AG is a specific inhibitor of DAO [21]. DAO activity in germinating soybean was inhibited significantly by AG, and blocked the degradation of polyamine in this study. As a result, Put accumulated, but GABA content decreased. The DAO gene in soybean roots has high and stable expression, ensuring the normal metabolism of Put in soybean roots [22,23]. Similar to proline, GABA is a good osmotic regulator in plant organs. In this study, DAO gene expression was stable in soybean embryos to increase GABA formation. When DAO activity was inhibited, polyamine degradation was blocked, so that GABA formation decreased. In order to minimize the phytophysiological damage to cells, germinating soybean synthesized GABA to regulate biochemical metabolism activities by inducing GAD and DAO gene expression to synthesize new enzymes.

5. Conclusion

Under hypoxia–NaCl stress, Ca2+ increased GABA content significantly by enhancing GAD activity and upregulating its gene expression.
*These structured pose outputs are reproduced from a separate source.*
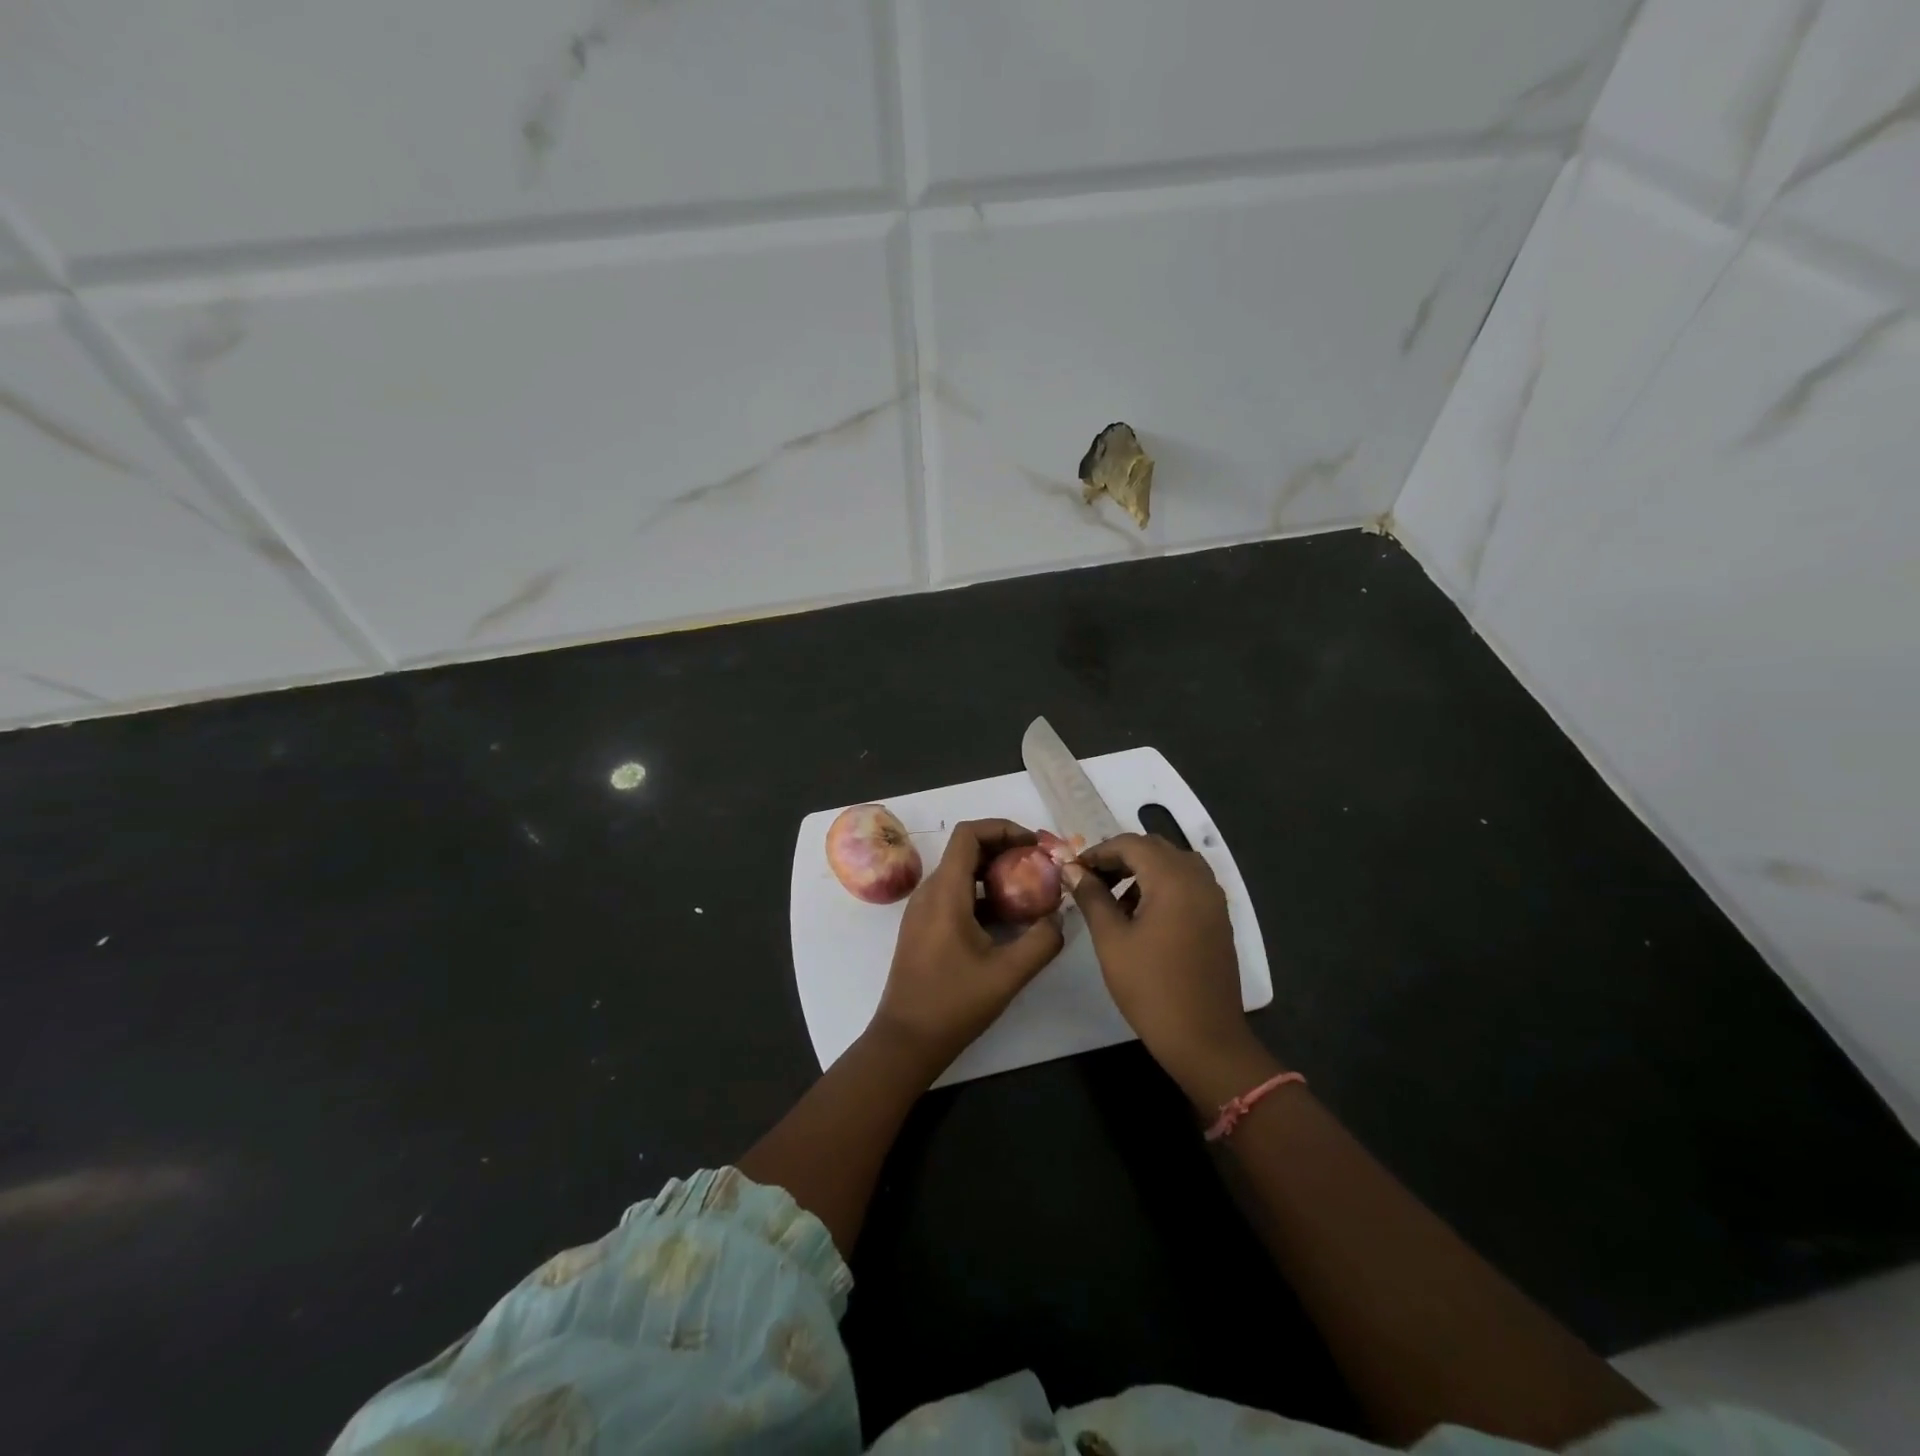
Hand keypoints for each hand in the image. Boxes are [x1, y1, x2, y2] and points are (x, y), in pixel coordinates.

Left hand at [870, 819, 1064, 1076]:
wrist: (906, 1040)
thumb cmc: (953, 1003)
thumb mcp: (1008, 973)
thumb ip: (1042, 940)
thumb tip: (1060, 917)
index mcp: (945, 892)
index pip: (969, 834)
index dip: (1003, 829)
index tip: (1035, 845)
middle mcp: (930, 892)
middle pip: (967, 850)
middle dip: (1006, 851)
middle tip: (1040, 867)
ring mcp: (923, 910)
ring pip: (961, 873)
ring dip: (995, 874)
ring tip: (1030, 892)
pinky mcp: (924, 927)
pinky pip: (955, 895)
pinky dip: (982, 894)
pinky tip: (1008, 920)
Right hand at [1071, 832, 1259, 1093]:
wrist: (1204, 1038)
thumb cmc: (1151, 987)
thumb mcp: (1111, 939)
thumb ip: (1092, 897)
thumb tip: (1072, 869)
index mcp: (1173, 878)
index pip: (1131, 843)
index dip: (1099, 851)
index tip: (1074, 870)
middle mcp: (1198, 879)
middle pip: (1155, 848)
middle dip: (1120, 857)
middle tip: (1091, 880)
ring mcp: (1213, 899)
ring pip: (1173, 864)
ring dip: (1142, 870)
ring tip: (1113, 898)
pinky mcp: (1218, 918)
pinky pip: (1188, 884)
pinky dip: (1162, 885)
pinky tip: (1141, 914)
EGTA greatly reduced GABA content due to the inhibition of GAD and DAO activity. And AG reduced 33.28% and 36.35% of GABA content in germinating soybean cotyledon and embryo, respectively, by the inhibition of DAO activity. In other words, about 33.28% and 36.35% of GABA was contributed by the pathway of polyamine degradation in cotyledon and embryo, respectively, under hypoxia-NaCl stress.